PRADEL Pierre

Par Claude Pennetier

Né le 1er août 1947 à Tiaret (Algérie) ; technicien PTT télécommunication ; militant communiste ; syndicaliste CGT des PTT.

Fils de Jacques Pradel, né le 12 janvier 1902 à Tiaret et mort en 1978 à Paris, et de Simone Pradel née en 1906 à Ain Tedeles et morte à Marseille en 2001, femme au foyer, Pierre Pradel fut élevé dans une famille d’agriculteur colons. Il disait de son père : "extrême droite en Algérie jusqu’à la fin de la Deuxième guerre puis évolution jusqu’au vote communiste dès 1965 [...] mère militante catholique en Algérie puis évolution vers l’agnosticisme voir l’athéisme, refus du secours d’un prêtre avant sa mort". Il avait deux sœurs (médecin ; technicienne INSERM) et deux frères (CNRS ; traducteur de livres médicaux). Pierre Pradel se maria avec Annie Bardiau, assistante sociale, militante communiste, qui fut pendant plus de dix ans secrétaire générale du syndicat CGT du personnel du conseil général des Bouches-du-Rhône. Le couple eut trois enfants.
Pierre Pradel suivit les cours de l’école primaire et du collège à Tiaret, puis des lycées à Rambouillet et Châteauroux jusqu’à l’obtention du baccalauréat, avant de faire deux années de médecine.
"Gauchiste" en 1968, il adhéra au PCF en 1969.
Il entra en 1972 aux PTT comme technicien au CIEM puis comme inspecteur technique et cadre supérieur.
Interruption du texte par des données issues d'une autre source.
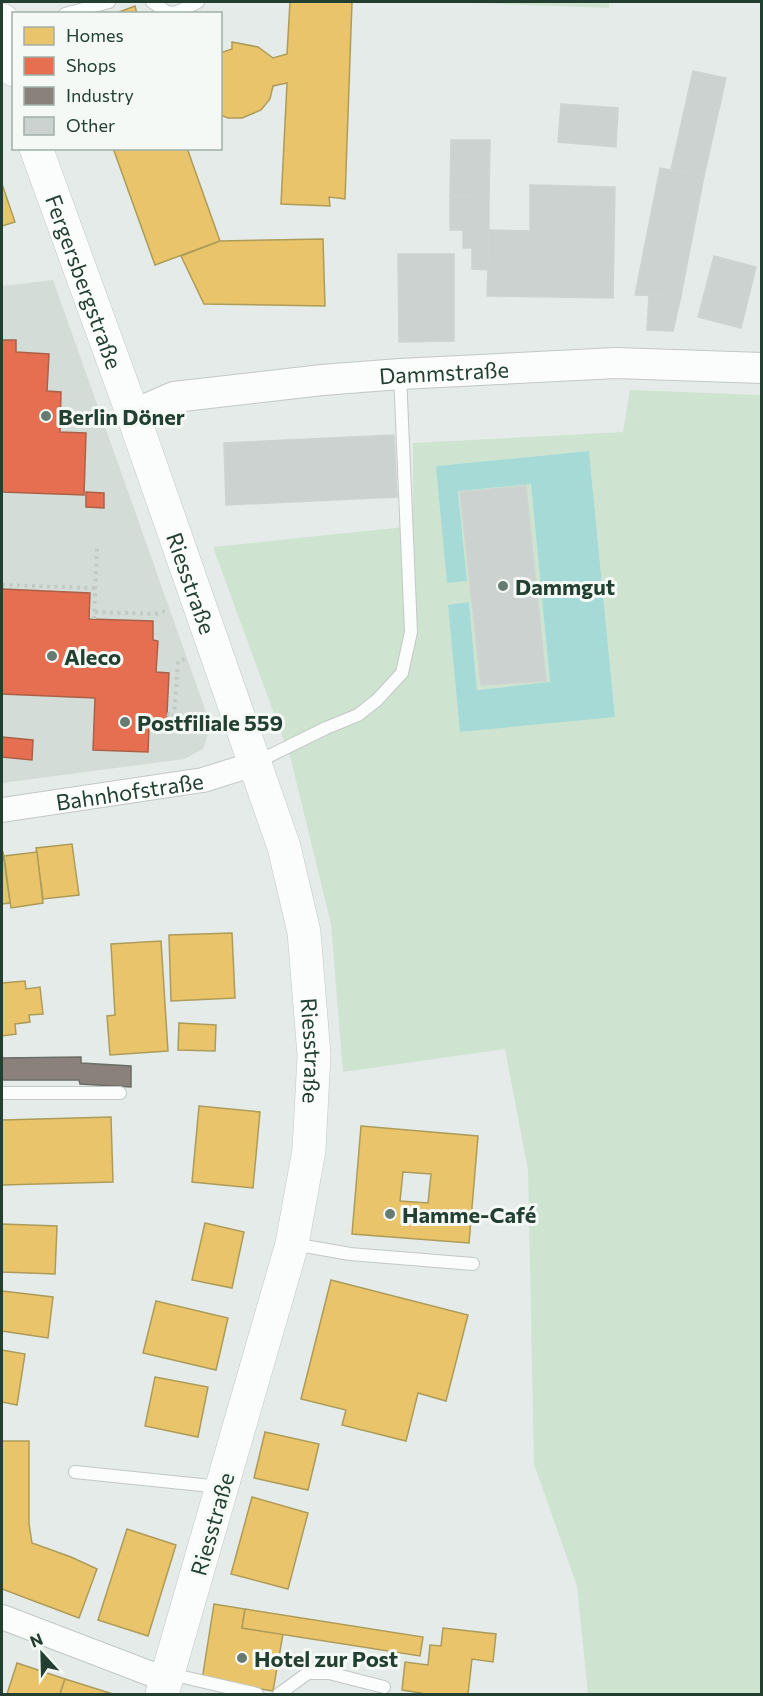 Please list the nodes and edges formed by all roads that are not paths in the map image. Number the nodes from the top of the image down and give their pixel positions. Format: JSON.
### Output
{"nodes":[{"id":1,"x":109,"y":2,"type":"edge"},
{"id":2,"x":152,"y":2,"type":"edge"},
{"id":3,"x":198,"y":2,"type":"edge"},
{"id":4,"x":72,"y":12,"type":"edge"},
{"id":5,"x":167,"y":12,"type":"edge"},
{"id":6,"x":177,"y":12,"type":"edge"},
{"id":7,"x":6,"y":28,"type":"edge"},
{"id":8,"x":12,"y":64,"type":"edge"},
{"id":9,"x":37,"y":150,"type":"edge"},
{"id":10,"x":762,"y":368,"type":"edge"},
{"id":11,"x":400,"y":374,"type":"junction"},
{"id":12,"x":133,"y":415,"type":"junction"},
{"id":13,"x":254,"y":764,"type":"junction"},
{"id":14,"x":2,"y":810,"type":"edge"},
{"id":15,"x":2,"y":1093,"type":"edge"},
{"id":16,"x":120,"y":1093,"type":"dead end"},
{"id":17,"x":292,"y":1244,"type":"junction"},
{"id":18,"x":473,"y":1264,"type":"dead end"},
{"id":19,"x":75,"y":1472,"type":"dead end"},
{"id":20,"x":222,"y":1487,"type":"junction"},
{"id":21,"x":2,"y":1617,"type":"edge"},
{"id":22,"x":166,"y":1683,"type":"edge"},
{"id":23,"x":384,"y":1687,"type":"dead end"},
{"id":24,"x":257,"y":1695,"type":"edge"},
{"id":25,"x":279,"y":1695,"type":"edge"}],
"edges":[{"from":1,"to":4,"type":"lane"},
{"from":2,"to":5,"type":"lane"},
{"from":3,"to":6,"type":"lane"},
{"from":7,"to":8,"type":"main road"},
{"from":9,"to":12,"type":"main road","name":"Fergersbergstraße"},
{"from":10,"to":11,"type":"street","name":"Dammstraße"},
{"from":11,"to":12,"type":"street","name":"Dammstraße"},
{"from":11,"to":13,"type":"lane"},
{"from":12,"to":13,"type":"main road","name":"Riesstraße"},
{"from":13,"to":14,"type":"street","name":"Bahnhofstraße"},
{"from":13,"to":17,"type":"main road","name":"Riesstraße"},
{"from":15,"to":16,"type":"lane"},
{"from":17,"to":18,"type":"lane"},
{"from":17,"to":20,"type":"main road","name":"Riesstraße"},
{"from":19,"to":20,"type":"lane"},
{"from":20,"to":22,"type":"main road","name":"Riesstraße"},
{"from":21,"to":22,"type":"street"},
{"from":22,"to":24,"type":"lane"},
{"from":23,"to":25,"type":"lane"}]} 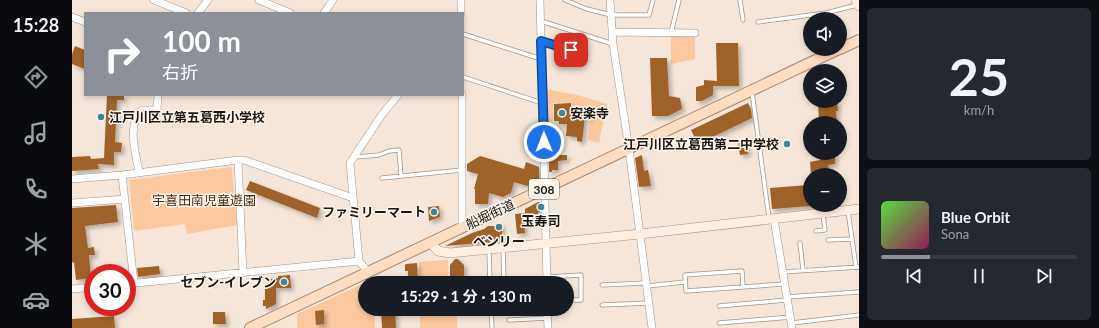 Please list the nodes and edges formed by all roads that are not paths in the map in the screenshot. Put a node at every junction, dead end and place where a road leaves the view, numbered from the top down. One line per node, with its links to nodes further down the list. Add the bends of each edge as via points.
1 (154, 0): 14 (street)
2 (208, 0): 15 (street)
3 (258, 0): 16 (street)
4 (334, 0): 17 (street)
5 (461, 0): 18 (street)
6 (540, 0): 22 (street)
7 (565, 0): 19 (lane)
8 (610, 0): 19 (street)
9 (654, 0): 19 (lane, via 649,15)
10 (679, 0): 26 (lane)
11 (740, 0): 12 (lane); 21 (lane)
12 (746, 0)
13 (858, 4): 24 (lane, via 826,13)
14 (184, 12)
15 (199, 12)
16 (288, 12)
17 (325, 12)
18 (461, 12)
19 (611, 15): 25 (street)
20 (72, 18): 23 (street)
21 (743, 20)
22 (540, 21): 30 (street); 31 (lane)
23 (84, 22)
24 (758, 22)
25 (612, 32): 26 (street); 31 (street)
26 (671, 32): 27 (street)
27 (695, 33)
28 (464, 34): 35 (lane)
29 (859, 40): 32 (main road, 船堀街道 / 308)
30 (541, 41): 33 (lane); 35 (street)
31 (613, 44): 42 (street)
32 (847, 46)
33 (586, 54)
34 (825, 56): 37 (main road, 船堀街道 / 308)
35 (541, 59): 41 (street)
36 (464, 77): 41 (lane)
37 (752, 91): 42 (main road, 船堀街道 / 308); 58 (lane)
38 (158, 96): 46 (street, via 157,110 142,110 137,114 133,130)
39 (397, 96): 43 (street)
40 (462, 96): 45 (street)
41 (543, 103): 51 (street)
42 (629, 149): 51 (main road, 船堀街道 / 308); 61 (street)
43 (354, 157): 48 (lane, via 399,150); 52 (street, via 350,163)
44 (238, 160): 46 (street); 52 (street); 75 (street)
45 (462, 170): 48 (lane); 59 (street)
46 (139, 172): 47 (street)
47 (122, 175): 50 (street); 53 (street)
48 (401, 176): 49 (lane)
49 (382, 178)
50 (72, 179)
51 (544, 189): 59 (main road, 船堀街道 / 308); 66 (street)
52 (353, 198): 69 (street)
53 (125, 199): 54 (street); 70 (street)
54 (72, 203)
55 (859, 209): 56 (street)
56 (848, 210): 57 (street); 62 (lane)
57 (823, 213): 58 (street); 60 (lane, via 825,230)
58 (772, 219): 61 (street); 74 (street)
59 (462, 228): 64 (main road, 船堀街道 / 308)
60 (816, 231)
61 (640, 234): 66 (street); 82 (street)
62 (852, 239): 63 (lane); 71 (lane)
63 (828, 240)
64 (432, 243): 68 (street, via 436,249 450,253); 73 (main road, 船堀街道 / 308)
65 (800, 243): 72 (lane)
66 (546, 244): 67 (street); 78 (street)
67 (503, 248): 68 (street); 77 (lane)
68 (489, 250): 76 (lane)
69 (359, 261): 73 (street); 75 (street)
70 (130, 264)
71 (858, 267): 72 (lane)
72 (803, 270): 74 (lane)
73 (368, 272): 100 (main road, 船堀街道 / 308)
74 (782, 272): 83 (street)
75 (243, 273): 81 (street)
76 (490, 276)
77 (504, 276)
78 (547, 276)
79 (574, 276): 90 (lane, via 581,275 581,300)
80 (685, 282): 82 (lane); 85 (lane, via 686,291); 85 (lane, via 685,275 742,271)
81 (136, 284)
82 (645, 284): 84 (lane); 91 (street)
83 (784, 284): 85 (lane); 89 (street)
84 (602, 286)
85 (743, 287)
86 (84, 288): 87 (street)
87 (72, 289)
88 (859, 292): 89 (lane)
89 (786, 299): 93 (lane); 98 (street)
90 (574, 300)
91 (648, 303): 92 (lane); 103 (street)
92 (602, 305)
93 (720, 306)
94 (491, 316): 101 (lane)
95 (859, 316): 98 (lane)
96 (548, 318): 97 (lane); 102 (street)
97 (509, 320)
98 (791, 322): 99 (lane)
99 (719, 323)
100 (253, 327)
101 (492, 328)
102 (548, 328)
103 (652, 328)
Déjà militant du Parti communiste, il adhéra aussitôt à la CGT et fut très vite secrétaire de la section syndicale du central téléphonique Italie à Ivry-sur-Seine avant d’être "bombardé" en 1973 comme secrétaire pour les télécoms du syndicat CGT PTT du Val-de-Marne. Il participa activement à la grande grève de 1974 avec son mentor Émile Quéré.
Muté à Marseille en décembre 1974, il participa au bureau départemental du syndicat des tlécoms des Bouches-du-Rhône, comme responsable des techniciens. Reçu au concours IN, nommé à Villeneuve-Saint-Georges, il intégra le secrétariat du syndicat CGT des PTT. En 1981, il fut muté à Marseille et siégea au secrétariat CGT des télécoms départementaux. Il fut responsable de l’UGICT des Bouches-du-Rhône ? Nommé au magasin de Vitrolles, il fut en fait en détachement quasi permanent jusqu’à sa retraite en 2002. On retrouve son nom comme délégués dans les congrès fédéraux (Naterre, Montluçon), au congrès confédéral de 1989 à Montreuil et à un congrès de l’UGICT.
Cionseiller municipal de Vitriolles (1983-1991), Pierre Pradel fut candidat aux élections cantonales. Il assura la secrétariat de la section communiste de Vitrolles entre 2005 et 2015. Il fut aussi vice-président du groupe de Vitrolles de l’Association des amis de l’Humanité.
Avec un ami algérien, Abdelkader Belarbi (médecin, né le 1er janvier 1961 à. Tiaret), il écrivit un livre, Tiaret les platanes de la place Carnot qui fait référence à un événement qui s’est déroulé à Tiaret le 8 juin 1958. L’armée française, qui « pacifiait », avait exécuté trois Algériens et avait pendu les cadavres par les pieds aux platanes de la place.

Pour citer cet article :
https://maitron.fr/spip.php?article197787, notice PRADEL Pierre par Claude Pennetier, version mise en ligne le 25 avril 2018, dernière modification le 25 avril 2018.

Par Claude Pennetier

OEUVRE : Abdelkader Belarbi, Pierre Prader, Tiaret les platanes de la place Carnot, première édition à compte d’auteur puis, Dar Kehttab, Algérie, 2014. — Il a écrit un recueil de chansons de manifestations dans les Bouches-du-Rhône, qui doit être publié par les Éditions des fédérés.

SOURCES : Réponse à la questionnaire de l’IHS des PTT.